February 19, 2013 | by Nick Snead
MicroRNA (miRNA) research has been a hot topic for about the past 5 years. PubMed searches will show papers from researcher(s) who have (apparently) found some miRNA that is involved in every minute process of the cell.
I have some personal impressions about miRNA research and results (which might anger some people?), as well as an update on their apparent mode of action.
For how many years have we seen some high-impact journal identify a single protein that appears to cause a disease? And how many times have people tried or even succeeded in drugging this protein target, only to find it doesn’t really give the efficacy they expected? My point is not that the research is flawed, or that the researchers didn’t have sincere intentions, or that they did not foresee some future technical challenges, but that the initial idea probably was too simplistic.
I hope that, as students at a cancer hospital and research institute, my colleagues have all been exposed to the fact that cancer arises due to massive aberrations in chromosomes, and/or severe dysregulation of multiple coding and non-coding RNAs and proteins. My view is that we need to continue to make progress in understanding functional versus dysfunctional gene networks. Hence, my interest in RNAi-based therapeutics, where sequence-specific suppression of virtually any protein coding genes can be targeted, particularly in a single formulation. (Run a Google search for Alnylam’s ALN-VSP clinical candidate, which targets both putative oncogenes, such as VEGF. But, I will not get on my soapbox about that.)
I think the same idea, that no single miRNA is a master regulator of any given process (except in very specific situations such as during development, where only a few cells of an embryo exist that have relatively few transcripts inside them and therefore are sensitive to slight perturbations) also applies. Despite some researchers wanting to believe that miRNAs can cause big changes, I feel the serious mechanistic miRNA researchers still submit that miRNA-mediated repression is weak (generally less than two-fold), and different miRNAs work as a team for subtle changes in protein production. Combining these two ideas together, we need to move past the oversimplified view of single miRNAs imparting major functions.

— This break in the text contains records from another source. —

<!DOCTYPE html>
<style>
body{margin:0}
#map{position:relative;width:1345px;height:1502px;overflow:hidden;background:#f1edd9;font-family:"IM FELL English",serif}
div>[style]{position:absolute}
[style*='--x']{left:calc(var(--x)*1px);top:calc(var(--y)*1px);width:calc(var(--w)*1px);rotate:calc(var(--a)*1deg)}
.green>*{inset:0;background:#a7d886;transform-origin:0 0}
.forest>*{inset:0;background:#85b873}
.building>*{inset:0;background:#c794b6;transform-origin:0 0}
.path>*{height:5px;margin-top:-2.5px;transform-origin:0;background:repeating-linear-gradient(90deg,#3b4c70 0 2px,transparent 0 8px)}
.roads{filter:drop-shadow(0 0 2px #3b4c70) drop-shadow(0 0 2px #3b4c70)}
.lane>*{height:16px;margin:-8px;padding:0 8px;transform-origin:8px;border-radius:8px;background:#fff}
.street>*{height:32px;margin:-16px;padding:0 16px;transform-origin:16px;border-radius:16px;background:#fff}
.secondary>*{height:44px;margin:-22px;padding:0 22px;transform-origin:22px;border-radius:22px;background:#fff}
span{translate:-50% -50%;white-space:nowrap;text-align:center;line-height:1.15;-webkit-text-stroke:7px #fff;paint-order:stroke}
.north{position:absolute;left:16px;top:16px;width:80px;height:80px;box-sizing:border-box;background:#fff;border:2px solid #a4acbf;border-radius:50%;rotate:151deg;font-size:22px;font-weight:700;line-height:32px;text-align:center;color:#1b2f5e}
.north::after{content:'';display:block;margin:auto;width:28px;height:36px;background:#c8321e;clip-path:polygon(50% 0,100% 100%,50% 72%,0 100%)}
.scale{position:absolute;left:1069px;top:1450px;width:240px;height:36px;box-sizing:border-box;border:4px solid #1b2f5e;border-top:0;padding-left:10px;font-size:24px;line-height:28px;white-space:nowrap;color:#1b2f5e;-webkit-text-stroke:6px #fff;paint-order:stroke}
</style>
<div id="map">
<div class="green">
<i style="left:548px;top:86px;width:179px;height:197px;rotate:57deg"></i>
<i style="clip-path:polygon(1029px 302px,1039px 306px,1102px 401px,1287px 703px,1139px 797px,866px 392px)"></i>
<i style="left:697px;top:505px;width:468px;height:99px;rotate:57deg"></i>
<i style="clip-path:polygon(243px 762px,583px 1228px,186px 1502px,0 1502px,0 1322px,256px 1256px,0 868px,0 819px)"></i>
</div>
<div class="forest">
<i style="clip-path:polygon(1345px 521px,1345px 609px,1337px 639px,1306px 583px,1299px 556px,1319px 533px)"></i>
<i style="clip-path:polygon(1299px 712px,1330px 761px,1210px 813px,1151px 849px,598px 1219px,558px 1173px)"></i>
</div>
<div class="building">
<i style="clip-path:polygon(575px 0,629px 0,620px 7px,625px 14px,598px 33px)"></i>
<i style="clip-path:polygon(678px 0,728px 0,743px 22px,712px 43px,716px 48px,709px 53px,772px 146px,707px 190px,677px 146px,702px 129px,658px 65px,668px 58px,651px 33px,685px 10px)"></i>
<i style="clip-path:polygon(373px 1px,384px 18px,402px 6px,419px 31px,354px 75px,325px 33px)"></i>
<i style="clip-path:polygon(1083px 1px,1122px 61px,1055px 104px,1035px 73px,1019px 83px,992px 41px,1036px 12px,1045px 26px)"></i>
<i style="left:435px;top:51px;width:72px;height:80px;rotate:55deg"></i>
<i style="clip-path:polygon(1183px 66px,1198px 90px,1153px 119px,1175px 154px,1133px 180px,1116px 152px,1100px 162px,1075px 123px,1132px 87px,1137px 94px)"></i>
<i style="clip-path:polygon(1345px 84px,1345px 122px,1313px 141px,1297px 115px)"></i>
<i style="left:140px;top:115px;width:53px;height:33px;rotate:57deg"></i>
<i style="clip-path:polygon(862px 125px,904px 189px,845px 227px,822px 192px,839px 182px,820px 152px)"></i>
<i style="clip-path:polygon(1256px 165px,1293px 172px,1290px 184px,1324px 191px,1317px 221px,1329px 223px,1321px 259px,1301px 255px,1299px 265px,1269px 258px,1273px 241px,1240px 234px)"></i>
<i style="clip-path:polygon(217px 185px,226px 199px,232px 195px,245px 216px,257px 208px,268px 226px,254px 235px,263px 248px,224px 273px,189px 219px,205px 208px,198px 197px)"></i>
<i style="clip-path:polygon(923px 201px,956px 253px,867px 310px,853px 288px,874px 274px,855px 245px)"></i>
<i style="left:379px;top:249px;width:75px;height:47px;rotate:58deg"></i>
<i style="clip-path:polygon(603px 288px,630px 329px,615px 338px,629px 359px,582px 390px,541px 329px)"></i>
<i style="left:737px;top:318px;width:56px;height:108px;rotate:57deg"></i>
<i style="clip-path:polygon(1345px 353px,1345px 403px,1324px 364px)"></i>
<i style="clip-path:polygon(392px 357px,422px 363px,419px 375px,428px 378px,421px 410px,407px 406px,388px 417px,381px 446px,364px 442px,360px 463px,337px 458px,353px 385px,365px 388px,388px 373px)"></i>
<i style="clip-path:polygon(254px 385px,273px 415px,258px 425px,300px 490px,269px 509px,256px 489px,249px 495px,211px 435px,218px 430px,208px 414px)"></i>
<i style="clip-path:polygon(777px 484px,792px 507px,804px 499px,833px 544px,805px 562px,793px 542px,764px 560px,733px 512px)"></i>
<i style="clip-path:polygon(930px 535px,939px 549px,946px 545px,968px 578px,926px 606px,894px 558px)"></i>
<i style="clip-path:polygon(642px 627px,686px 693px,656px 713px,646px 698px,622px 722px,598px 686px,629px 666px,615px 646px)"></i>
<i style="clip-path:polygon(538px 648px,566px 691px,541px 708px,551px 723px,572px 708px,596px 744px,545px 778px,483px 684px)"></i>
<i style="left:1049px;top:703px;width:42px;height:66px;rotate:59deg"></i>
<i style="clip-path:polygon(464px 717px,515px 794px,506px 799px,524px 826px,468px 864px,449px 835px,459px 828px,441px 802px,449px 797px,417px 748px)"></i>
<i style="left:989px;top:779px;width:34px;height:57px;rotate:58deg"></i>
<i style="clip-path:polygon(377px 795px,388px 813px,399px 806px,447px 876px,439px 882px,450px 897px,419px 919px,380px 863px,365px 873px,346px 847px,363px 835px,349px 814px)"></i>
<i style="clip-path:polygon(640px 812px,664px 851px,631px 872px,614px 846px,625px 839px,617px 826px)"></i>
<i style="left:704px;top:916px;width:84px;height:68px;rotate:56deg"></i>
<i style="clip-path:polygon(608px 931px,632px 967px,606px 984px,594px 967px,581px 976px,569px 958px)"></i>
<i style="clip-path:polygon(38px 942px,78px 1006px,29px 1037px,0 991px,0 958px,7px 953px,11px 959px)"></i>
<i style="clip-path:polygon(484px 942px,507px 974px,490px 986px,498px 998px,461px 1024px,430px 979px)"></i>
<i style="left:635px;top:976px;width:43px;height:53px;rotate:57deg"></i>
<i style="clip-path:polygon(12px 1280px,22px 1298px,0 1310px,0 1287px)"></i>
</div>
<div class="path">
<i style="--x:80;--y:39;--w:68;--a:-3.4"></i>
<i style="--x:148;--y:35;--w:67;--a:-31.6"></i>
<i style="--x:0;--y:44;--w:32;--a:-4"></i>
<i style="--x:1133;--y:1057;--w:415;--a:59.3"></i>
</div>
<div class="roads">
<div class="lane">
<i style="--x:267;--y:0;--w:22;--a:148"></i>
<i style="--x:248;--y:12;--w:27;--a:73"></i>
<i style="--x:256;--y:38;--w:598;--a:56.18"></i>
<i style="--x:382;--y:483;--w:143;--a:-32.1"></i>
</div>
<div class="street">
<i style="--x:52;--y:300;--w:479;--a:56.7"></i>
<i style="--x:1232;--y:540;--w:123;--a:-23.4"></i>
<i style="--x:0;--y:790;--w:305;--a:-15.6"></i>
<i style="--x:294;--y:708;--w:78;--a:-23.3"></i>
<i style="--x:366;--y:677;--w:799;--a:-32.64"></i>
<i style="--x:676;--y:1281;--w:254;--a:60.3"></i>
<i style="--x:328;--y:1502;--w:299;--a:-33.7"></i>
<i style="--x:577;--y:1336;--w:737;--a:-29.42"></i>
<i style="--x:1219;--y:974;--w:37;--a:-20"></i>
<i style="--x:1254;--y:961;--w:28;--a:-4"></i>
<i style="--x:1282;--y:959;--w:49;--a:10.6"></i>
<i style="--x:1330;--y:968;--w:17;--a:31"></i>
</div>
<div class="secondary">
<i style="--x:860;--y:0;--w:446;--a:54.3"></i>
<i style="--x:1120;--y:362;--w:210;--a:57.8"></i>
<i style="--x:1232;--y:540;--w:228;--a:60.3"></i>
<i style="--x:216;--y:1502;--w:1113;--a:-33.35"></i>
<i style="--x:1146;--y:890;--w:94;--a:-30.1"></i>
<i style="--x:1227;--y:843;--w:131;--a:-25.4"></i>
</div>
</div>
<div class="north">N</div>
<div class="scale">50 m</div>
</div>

In late October 2012, I had a chance to hear a talk by David P. Bartel, Ph.D., a professor of biology at the Massachusetts Institute of Technology and member of the Whitehead Institute. He said that there are different views, due to a lingering belief based on previous research, about the way the levels of mRNAs that should be targeted by an miRNA do not change because miRNAs purportedly block translation without necessarily destabilizing (i.e., reducing the levels of) the mRNA. Dr. Bartel clarified in his lecture that blocking of translation without concomitant mRNA destabilization is detectable for only about 10 to 30 percent of miRNAs at early non-steady-state time points. But, for the other 70 to 90 percent of miRNAs at steady state conditions (which is when most of us do our experiments?), miRNAs destabilize their mRNA targets, which in turn leads to no protein being made from those mRNAs. So, for those of you doing miRNA/mRNA research, you should be seeing detectable mRNA reduction if your miRNA of interest is indeed targeting your mRNA in question.
After his talk, I asked Dr. Bartel, “What is the updated view on the idea that miRNAs are expressed when their targets are not (i.e., to catch leaky transcription)?”
To summarize his answer: When the mRNA is supposed to be present, there is a considerable amount of miRNAs to target it. But, when the mRNA is not supposed to be present, there is a lot of miRNA. He cautions, however, that the “catch leaky transcription” theory is not the main reason for this because miRNAs can only repress very small amounts. So, miRNAs probably don’t try to eliminate leaky transcription, just bring it down below a threshold where it is inconsequential.
I think he will agree that transcription factors are what drive most of the gene expression and repression.